Liberal societies vary greatly in policy, history, and temperament, yet a surprising swathe of the political spectrum in most western democracies is liberal, even if many hate to admit it and prefer to use the term as a pejorative. Regardless, all, or at the very least most liberals, tend to take three key institutions for granted.
Liberalism is a capitalist ideology. Liberals understand economic freedom primarily as the ability to own property and buy and sell goods on the free market. Both liberal philosophy and liberal policy reflect this. Indeed much of early liberal thought revolves around articulating the freedoms that should be afforded to rational humans and the importance of respecting property rights; often with the combined suggestion that rational humans exercising their property rights will naturally come to the most effective and sensible economic arrangements. Again this is an unsurprising conclusion to reach for a movement that finds its base of support among the industrial bourgeois.
Accordingly, libertarians often refer to themselves as "classical liberals", implying that contemporary "progressive" liberals have abandoned the more paired down liberalism of their heroes Adam Smith, John Locke and John Stuart Mill. Although there is nothing inherently illiberal about, for instance, higher rates of tax or regulations of industry — as these measures arguably do not remove capitalism from its position as the driving economic engine of liberalism. Scandinavian social democracies for instance, while being regulated and relatively highly taxed, still remain fundamentally liberal.
A core tenet of liberalism is the importance of exercising universal suffrage within the context of a multi-party democracy. These elections may be "first past the post" or managed through a system of proportional representation; however, they typically have key features.
In contrast to the feudal society that preceded it, liberal society does not require any prescriptive religious beliefs in order to function. While one can be an atheist and a liberal quite sensibly, being an atheist and a "feudalist" is philosophically ridiculous as well as anachronistic, since feudal society was explicitly legitimised through the church. Liberal society and its institutions, by contrast, derive their authority from reason and appeals to a social contract that is independent of any particular religious tradition. Accordingly, most liberal societies are functionally secular, avoiding whenever possible discriminating in favour or against any particular religious tradition, even if they retain certain religious trappings for ceremonial purposes.
Multiculturalism likewise extends from liberalism for the same reasons. At least in theory, liberal society is bound together by a system of shared laws rather than a unifying culture or set of traditions. Consequently, most liberal societies leave people to engage in whatever cultural practices they like so long as they are not harming others. Some problems have emerged. "Culture" often includes ideas of taboo around speech, dress, and behaviour that overlap with ideas of what should be legal. The result is that there are many situations in which liberal society comes into conflict when balancing its desire for a harmonious multiculturalism with its own values around free speech.[1] Furthermore plenty of liberal societies have in practice implemented laws and supported political movements that sought to abandon the multiculturalism.[2]
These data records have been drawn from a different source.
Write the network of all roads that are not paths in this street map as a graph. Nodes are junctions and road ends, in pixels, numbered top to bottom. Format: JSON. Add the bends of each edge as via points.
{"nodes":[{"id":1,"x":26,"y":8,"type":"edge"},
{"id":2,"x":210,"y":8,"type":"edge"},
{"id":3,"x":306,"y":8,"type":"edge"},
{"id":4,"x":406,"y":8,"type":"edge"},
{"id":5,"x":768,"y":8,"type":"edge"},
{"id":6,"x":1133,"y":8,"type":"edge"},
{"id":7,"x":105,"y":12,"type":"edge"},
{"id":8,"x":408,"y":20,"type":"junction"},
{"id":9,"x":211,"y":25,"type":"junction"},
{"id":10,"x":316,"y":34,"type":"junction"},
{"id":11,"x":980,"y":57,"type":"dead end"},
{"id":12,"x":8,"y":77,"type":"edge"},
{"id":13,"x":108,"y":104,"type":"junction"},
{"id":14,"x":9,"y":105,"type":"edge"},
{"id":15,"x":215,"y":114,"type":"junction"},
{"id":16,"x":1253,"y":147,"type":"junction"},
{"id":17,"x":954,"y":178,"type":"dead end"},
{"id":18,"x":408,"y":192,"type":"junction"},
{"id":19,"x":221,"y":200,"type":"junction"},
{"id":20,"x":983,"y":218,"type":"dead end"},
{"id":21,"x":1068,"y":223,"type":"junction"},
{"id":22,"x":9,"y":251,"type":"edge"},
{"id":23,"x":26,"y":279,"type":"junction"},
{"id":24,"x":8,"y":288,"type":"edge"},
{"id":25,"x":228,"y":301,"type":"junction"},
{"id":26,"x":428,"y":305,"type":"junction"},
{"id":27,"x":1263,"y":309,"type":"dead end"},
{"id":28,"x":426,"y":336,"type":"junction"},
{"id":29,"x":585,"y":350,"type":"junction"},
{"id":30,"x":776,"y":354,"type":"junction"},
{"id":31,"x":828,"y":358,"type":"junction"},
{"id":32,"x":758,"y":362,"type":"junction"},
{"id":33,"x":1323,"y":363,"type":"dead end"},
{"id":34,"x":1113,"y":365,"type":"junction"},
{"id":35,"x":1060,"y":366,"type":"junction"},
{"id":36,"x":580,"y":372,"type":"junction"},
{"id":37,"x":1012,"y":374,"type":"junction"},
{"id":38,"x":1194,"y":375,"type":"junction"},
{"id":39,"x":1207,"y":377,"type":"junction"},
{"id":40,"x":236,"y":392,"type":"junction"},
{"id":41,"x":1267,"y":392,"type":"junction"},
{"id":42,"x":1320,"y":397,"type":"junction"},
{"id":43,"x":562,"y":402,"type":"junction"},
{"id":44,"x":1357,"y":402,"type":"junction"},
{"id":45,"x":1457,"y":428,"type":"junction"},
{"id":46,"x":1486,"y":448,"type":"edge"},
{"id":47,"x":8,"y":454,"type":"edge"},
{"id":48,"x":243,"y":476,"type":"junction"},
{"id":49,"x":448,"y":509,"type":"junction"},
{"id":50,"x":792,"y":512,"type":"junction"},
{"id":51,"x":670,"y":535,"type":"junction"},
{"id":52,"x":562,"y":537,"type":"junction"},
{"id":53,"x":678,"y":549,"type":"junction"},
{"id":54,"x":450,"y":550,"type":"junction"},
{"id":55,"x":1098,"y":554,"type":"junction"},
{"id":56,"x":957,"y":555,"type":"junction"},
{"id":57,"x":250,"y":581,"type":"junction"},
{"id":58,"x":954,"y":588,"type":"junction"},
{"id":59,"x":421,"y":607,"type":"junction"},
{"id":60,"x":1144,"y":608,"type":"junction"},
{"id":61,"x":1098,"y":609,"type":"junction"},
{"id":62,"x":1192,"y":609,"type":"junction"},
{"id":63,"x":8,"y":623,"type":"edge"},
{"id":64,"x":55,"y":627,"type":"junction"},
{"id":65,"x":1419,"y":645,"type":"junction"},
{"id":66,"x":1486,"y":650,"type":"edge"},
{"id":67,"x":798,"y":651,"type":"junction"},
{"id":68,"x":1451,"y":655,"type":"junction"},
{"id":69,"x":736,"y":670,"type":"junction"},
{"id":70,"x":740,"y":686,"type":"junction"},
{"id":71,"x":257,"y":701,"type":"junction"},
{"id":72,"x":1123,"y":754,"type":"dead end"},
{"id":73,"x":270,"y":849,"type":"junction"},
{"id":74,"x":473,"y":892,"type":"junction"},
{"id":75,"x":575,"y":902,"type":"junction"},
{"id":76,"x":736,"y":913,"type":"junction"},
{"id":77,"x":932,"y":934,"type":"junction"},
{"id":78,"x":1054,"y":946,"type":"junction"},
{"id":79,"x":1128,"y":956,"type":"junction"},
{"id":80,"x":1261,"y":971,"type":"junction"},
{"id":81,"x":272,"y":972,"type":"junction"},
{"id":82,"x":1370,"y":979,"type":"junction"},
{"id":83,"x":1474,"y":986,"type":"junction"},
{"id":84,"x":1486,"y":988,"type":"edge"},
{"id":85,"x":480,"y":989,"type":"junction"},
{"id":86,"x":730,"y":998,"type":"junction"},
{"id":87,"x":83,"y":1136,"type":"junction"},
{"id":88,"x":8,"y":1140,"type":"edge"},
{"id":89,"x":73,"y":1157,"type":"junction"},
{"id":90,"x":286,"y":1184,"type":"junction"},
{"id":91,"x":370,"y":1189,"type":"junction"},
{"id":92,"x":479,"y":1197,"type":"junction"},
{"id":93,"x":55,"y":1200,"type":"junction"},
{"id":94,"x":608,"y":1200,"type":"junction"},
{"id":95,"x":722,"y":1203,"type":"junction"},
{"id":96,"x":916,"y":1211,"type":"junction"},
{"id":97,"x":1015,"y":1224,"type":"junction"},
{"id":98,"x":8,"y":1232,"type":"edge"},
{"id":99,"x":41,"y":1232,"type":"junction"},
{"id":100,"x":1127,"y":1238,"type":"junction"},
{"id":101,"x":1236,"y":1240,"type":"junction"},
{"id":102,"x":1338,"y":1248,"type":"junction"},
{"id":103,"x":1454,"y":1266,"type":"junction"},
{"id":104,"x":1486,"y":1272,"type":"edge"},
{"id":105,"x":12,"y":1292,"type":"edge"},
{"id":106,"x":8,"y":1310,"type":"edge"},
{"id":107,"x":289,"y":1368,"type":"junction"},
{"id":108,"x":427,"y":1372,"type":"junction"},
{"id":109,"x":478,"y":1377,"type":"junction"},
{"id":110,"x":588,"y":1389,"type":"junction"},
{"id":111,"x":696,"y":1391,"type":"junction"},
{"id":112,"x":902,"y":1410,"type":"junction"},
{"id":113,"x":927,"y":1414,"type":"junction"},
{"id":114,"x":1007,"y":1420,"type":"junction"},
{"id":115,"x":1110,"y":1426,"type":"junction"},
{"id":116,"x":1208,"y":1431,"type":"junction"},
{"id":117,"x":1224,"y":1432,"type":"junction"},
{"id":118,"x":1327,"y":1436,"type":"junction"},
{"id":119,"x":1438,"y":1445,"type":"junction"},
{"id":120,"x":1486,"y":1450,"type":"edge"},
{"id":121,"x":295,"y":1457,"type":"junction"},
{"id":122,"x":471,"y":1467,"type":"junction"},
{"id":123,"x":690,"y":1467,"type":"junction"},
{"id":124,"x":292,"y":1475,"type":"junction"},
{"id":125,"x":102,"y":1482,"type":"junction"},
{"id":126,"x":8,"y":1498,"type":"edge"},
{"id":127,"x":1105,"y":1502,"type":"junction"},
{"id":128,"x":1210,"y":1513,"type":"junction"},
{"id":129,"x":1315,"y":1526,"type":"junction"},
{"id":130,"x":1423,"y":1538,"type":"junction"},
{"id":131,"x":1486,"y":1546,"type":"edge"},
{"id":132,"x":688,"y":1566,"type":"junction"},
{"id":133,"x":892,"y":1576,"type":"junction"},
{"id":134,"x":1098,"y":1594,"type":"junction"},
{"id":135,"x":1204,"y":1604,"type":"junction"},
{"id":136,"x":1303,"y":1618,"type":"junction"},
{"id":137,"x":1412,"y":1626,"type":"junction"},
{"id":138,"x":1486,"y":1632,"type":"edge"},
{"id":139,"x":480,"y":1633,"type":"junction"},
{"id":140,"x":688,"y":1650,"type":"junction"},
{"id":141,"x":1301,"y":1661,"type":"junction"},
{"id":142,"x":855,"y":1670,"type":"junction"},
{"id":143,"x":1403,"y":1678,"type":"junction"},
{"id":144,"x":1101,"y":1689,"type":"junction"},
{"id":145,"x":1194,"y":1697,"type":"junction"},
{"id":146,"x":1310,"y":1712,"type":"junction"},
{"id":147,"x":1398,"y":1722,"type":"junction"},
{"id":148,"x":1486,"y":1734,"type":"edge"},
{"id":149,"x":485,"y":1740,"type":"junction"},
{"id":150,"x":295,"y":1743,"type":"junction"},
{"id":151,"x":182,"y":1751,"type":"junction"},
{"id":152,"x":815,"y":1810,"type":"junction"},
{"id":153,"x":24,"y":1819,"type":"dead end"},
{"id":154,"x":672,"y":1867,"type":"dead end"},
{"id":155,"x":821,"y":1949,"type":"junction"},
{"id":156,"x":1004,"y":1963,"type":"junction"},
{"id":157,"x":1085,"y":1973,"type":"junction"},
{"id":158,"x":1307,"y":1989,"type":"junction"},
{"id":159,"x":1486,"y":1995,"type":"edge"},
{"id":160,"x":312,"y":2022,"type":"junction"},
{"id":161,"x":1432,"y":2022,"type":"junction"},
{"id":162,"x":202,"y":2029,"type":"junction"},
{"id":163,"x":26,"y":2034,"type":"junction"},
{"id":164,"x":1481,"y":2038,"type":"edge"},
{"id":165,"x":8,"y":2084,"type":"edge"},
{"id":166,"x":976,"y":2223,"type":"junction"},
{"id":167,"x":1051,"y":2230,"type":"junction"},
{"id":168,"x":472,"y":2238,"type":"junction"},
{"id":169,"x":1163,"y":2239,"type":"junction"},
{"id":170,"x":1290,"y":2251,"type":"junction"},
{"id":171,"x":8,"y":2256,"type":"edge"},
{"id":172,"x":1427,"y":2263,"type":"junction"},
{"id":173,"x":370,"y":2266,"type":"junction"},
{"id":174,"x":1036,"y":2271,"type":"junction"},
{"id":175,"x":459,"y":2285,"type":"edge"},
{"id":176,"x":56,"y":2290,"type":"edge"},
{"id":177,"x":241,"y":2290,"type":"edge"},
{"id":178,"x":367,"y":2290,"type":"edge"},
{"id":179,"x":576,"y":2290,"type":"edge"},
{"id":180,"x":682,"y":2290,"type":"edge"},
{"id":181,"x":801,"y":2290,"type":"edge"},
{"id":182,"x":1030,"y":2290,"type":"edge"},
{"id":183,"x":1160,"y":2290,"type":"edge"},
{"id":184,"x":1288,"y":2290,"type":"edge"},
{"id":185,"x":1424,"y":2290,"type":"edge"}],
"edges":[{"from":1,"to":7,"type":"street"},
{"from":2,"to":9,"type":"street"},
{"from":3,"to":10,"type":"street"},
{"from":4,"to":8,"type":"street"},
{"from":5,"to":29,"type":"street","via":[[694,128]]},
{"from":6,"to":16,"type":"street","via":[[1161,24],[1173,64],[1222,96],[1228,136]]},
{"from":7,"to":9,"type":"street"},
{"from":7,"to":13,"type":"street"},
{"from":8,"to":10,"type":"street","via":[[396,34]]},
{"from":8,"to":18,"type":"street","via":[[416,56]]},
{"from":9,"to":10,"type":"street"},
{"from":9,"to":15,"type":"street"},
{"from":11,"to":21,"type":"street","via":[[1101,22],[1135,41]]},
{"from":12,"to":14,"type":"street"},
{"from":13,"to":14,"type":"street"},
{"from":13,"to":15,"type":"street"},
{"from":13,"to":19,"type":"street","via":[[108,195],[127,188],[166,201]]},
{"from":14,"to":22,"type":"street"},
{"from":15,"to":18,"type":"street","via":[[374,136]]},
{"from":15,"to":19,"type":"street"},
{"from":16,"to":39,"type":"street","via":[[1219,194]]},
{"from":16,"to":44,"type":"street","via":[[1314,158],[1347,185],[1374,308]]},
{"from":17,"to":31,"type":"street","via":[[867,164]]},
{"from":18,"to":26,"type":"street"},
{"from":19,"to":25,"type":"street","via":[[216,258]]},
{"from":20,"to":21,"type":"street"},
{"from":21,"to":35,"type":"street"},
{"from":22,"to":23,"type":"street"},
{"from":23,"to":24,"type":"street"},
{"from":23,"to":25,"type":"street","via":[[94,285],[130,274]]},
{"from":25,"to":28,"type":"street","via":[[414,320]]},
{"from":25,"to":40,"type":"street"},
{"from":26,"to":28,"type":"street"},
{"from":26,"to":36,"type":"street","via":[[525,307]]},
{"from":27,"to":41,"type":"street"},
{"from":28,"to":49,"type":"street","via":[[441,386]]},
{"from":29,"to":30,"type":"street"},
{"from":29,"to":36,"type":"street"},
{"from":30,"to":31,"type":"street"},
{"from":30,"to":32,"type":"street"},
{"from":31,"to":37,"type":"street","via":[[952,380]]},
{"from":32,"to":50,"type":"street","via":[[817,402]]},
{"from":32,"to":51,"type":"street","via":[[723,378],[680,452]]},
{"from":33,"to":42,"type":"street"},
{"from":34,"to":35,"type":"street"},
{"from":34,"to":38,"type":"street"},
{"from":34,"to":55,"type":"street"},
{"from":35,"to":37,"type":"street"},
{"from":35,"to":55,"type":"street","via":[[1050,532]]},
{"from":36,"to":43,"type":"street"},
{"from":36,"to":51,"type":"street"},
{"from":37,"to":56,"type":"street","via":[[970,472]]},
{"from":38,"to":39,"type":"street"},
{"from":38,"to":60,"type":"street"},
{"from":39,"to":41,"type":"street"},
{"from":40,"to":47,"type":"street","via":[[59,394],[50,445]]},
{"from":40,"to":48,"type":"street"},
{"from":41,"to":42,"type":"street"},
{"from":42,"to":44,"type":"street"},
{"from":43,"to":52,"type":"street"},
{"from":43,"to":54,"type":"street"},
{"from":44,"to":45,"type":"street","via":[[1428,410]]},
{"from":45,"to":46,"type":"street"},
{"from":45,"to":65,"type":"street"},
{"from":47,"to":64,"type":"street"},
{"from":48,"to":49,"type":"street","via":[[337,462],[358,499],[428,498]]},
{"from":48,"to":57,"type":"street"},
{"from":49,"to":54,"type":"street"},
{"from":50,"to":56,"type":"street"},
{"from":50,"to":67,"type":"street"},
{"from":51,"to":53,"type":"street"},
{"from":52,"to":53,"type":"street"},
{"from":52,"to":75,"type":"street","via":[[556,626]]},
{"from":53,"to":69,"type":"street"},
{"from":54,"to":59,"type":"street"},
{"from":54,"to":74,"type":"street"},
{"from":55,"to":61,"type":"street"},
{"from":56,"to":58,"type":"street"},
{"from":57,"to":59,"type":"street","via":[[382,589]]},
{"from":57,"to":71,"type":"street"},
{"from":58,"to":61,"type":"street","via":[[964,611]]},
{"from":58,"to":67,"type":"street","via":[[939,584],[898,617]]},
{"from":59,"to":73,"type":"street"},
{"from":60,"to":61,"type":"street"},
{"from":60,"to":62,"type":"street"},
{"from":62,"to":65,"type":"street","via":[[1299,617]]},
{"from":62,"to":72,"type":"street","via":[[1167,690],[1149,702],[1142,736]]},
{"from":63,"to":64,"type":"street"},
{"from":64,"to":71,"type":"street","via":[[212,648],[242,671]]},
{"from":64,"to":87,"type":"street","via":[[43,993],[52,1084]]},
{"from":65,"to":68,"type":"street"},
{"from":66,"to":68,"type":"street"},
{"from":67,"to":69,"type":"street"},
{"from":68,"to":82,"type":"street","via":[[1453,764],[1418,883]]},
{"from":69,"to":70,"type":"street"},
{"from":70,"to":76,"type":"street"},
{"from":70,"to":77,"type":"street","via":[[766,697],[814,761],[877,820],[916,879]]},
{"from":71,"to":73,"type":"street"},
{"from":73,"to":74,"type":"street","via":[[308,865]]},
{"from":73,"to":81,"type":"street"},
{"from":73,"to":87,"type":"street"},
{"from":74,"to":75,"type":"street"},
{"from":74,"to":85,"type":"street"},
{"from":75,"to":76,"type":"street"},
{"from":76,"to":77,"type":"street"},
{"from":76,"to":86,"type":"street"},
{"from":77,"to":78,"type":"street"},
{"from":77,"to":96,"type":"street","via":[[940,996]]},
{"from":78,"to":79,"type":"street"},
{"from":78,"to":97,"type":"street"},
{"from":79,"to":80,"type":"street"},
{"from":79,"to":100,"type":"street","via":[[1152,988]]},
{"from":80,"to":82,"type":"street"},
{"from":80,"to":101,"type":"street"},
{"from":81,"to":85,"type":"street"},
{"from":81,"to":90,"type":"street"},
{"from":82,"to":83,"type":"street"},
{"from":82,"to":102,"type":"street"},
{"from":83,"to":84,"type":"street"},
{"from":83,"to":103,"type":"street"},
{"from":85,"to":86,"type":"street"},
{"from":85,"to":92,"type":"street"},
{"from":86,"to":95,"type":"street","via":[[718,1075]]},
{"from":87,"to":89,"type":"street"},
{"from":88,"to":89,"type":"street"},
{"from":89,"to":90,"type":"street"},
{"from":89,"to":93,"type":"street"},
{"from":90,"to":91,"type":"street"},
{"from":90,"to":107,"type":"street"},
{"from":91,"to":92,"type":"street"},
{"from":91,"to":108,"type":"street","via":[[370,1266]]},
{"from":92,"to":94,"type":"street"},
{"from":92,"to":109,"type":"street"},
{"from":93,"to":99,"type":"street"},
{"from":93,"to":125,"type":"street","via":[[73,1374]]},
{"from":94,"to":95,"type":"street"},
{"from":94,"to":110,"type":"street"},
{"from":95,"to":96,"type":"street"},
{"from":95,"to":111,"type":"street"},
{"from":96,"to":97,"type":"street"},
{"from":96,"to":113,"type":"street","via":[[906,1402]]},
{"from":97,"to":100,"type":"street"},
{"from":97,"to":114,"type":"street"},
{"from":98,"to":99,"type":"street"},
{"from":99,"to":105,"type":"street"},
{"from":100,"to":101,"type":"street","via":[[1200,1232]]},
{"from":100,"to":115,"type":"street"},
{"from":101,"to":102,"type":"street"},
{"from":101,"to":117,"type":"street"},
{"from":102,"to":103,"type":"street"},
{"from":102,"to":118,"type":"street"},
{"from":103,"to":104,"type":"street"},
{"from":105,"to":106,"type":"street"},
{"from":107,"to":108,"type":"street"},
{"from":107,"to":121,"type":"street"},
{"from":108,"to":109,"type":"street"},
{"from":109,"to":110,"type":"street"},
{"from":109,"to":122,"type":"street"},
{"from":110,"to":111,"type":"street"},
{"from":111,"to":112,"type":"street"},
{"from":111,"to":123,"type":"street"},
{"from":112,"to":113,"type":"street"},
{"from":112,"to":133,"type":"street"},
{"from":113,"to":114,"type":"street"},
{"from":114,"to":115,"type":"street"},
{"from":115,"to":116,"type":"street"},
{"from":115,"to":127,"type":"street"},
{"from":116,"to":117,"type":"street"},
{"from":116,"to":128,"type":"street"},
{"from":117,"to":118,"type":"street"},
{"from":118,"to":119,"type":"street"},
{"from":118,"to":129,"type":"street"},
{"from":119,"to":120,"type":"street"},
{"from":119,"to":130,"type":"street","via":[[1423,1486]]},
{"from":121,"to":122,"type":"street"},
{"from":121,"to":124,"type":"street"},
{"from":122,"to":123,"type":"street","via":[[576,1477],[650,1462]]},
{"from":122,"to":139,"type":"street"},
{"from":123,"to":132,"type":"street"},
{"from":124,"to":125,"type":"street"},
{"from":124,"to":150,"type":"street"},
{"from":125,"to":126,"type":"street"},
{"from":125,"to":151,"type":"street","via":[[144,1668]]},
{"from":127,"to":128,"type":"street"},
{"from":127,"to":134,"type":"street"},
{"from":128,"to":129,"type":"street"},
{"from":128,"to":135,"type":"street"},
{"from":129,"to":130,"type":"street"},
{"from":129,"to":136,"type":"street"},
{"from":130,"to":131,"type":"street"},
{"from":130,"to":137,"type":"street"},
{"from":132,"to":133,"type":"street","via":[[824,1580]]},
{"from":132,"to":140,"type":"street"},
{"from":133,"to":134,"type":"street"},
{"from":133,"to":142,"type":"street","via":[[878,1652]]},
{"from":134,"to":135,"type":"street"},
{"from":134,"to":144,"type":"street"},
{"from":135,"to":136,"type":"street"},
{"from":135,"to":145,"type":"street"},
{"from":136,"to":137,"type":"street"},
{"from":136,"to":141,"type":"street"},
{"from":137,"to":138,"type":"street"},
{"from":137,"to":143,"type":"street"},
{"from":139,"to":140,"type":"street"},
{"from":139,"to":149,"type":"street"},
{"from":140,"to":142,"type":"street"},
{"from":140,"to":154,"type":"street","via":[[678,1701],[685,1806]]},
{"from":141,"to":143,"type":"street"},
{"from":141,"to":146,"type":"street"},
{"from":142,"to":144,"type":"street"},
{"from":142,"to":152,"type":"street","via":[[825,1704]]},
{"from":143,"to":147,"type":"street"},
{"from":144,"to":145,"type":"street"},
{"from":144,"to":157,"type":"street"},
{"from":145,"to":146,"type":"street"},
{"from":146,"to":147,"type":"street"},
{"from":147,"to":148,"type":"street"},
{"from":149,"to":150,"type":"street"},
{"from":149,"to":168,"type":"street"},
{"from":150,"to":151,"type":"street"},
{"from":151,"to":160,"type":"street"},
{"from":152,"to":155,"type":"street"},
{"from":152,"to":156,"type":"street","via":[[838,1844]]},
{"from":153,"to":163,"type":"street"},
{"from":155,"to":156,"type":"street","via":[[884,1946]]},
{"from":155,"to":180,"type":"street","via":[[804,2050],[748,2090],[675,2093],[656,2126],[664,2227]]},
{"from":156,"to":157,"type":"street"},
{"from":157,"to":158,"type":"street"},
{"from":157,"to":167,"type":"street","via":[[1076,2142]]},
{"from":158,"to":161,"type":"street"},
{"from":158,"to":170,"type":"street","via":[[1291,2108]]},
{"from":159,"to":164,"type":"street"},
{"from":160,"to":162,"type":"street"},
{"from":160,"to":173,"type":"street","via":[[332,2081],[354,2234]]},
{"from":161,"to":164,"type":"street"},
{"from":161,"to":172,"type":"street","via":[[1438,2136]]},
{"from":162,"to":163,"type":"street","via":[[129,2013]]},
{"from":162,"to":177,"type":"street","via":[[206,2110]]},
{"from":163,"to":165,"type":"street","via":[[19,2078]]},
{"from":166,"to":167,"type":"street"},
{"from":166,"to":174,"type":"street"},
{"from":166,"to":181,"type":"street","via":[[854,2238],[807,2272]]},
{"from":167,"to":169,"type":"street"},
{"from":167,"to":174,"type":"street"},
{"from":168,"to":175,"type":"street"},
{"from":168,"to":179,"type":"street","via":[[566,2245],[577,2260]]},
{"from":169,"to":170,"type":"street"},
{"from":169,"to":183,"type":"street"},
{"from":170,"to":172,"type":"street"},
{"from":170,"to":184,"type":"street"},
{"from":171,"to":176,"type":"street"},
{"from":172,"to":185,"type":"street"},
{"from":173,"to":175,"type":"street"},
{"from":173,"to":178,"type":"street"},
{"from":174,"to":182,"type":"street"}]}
Conservatives, libertarians, and progressives are all liberals when it comes to the big political questions; they differ primarily in what adjustments they would like to see made to the liberal formula. Libertarians are fundamentalists looking to return to an earlier, less complicated, but nonetheless utopian, vision of liberal society and suspicious of its meddling democracy; conservatives are typically okay with electoralism and capitalism but often feel ambivalent about the multicultural and secular society that the free market has produced; and finally, progressive liberals, while broadly capitalistic, wish to make revisions and extensions to liberal theory and practice in service of more humanistic ideals such as equality and justice.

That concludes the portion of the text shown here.